Notez que pour cet exemple simple, les données du groupe C n'ajoutent pas vraiment d'informations sur les différences entre les groupes A et B, car nous modélisons à la fois des moyennes distinctes et des écarts-types pour chaque groupe. Nous aurions pu simplement utiliser des tests t par paire corrigés pour plusieurs comparaisons:
> pairwise.t.test(d$x, d$group, pool.sd=FALSE)

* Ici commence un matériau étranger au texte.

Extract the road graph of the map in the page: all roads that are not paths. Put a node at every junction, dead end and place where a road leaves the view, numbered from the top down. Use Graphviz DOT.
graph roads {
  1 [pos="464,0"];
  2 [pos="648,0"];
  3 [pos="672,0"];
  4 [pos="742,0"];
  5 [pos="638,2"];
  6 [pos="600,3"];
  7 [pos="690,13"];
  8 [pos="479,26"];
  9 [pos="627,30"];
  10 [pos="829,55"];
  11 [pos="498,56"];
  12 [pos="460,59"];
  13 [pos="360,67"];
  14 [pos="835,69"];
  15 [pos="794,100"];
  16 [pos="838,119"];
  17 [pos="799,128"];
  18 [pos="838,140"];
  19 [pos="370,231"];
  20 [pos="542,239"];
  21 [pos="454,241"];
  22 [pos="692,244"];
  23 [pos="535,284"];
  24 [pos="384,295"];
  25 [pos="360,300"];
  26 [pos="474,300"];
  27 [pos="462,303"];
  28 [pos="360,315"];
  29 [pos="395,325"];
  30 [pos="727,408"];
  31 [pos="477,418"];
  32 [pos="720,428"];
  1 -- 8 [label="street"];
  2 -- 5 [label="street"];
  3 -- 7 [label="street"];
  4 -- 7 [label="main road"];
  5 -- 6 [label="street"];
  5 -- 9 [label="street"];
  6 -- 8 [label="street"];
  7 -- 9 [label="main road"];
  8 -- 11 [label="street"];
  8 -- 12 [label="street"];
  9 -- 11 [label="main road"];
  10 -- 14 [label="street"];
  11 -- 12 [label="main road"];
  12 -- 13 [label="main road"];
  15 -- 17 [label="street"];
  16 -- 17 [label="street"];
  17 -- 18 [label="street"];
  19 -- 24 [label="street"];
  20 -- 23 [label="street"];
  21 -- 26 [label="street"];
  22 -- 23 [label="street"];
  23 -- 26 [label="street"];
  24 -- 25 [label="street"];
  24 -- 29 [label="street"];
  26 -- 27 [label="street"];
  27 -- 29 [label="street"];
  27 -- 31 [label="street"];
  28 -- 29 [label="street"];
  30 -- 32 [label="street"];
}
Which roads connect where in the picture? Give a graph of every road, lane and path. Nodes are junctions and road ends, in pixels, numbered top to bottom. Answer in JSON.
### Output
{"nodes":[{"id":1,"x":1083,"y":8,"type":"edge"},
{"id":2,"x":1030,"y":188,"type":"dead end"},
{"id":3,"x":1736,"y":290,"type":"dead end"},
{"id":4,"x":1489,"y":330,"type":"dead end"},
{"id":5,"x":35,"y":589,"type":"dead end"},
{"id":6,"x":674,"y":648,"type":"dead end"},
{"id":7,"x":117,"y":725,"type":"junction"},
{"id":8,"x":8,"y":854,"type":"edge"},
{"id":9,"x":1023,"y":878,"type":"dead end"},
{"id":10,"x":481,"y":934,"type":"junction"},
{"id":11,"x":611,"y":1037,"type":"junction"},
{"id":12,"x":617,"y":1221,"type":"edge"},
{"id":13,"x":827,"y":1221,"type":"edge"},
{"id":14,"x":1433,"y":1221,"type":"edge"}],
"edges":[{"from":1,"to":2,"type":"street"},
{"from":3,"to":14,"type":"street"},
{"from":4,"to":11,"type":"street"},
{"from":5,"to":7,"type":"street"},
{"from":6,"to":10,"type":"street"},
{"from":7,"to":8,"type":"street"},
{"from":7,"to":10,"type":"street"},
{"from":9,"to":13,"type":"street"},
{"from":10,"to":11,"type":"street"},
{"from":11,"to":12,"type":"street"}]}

Pairwise comparisons using t tests with non-pooled SD
data: d$x and d$group
A B
B 0.03301 -
C 0.00098 0.02032
P value adjustment method: holm
Cependant, pour les modèles plus compliqués, par exemple les modèles bidirectionnels ou les modèles linéaires avec de nombreux prédicteurs, l'utilisation des GLS (moindres carrés généralisés) et la modélisation explicite des fonctions de variance est la meilleure solution.
Et la fonction de variance ne doit pas simplement être une constante différente dans chaque groupe; nous pouvons lui imposer une structure. Par exemple, nous pouvons modéliser la variance comme une puissance de la moyenne de chaque groupe (et donc avoir seulement besoin d'estimer un paramètre, l'exposant), ou peut-être comme le logarithme d'un des prédicteurs du modèle. Tout cela est très simple avec GLS (et gls()
en R).
Les moindres carrés généralisés sont à mon humble avis une technique de modélisation statistique très sous-utilisée. Au lieu de vous soucier des écarts par rapport aux hypothèses du modèle, modélisez ces écarts!
R
, il peut être avantageux de lire ma réponse ici: Alternatives à l'ANOVA unidirectionnelle pour les données hétéroscédastiques , qui traite de certains de ces problèmes.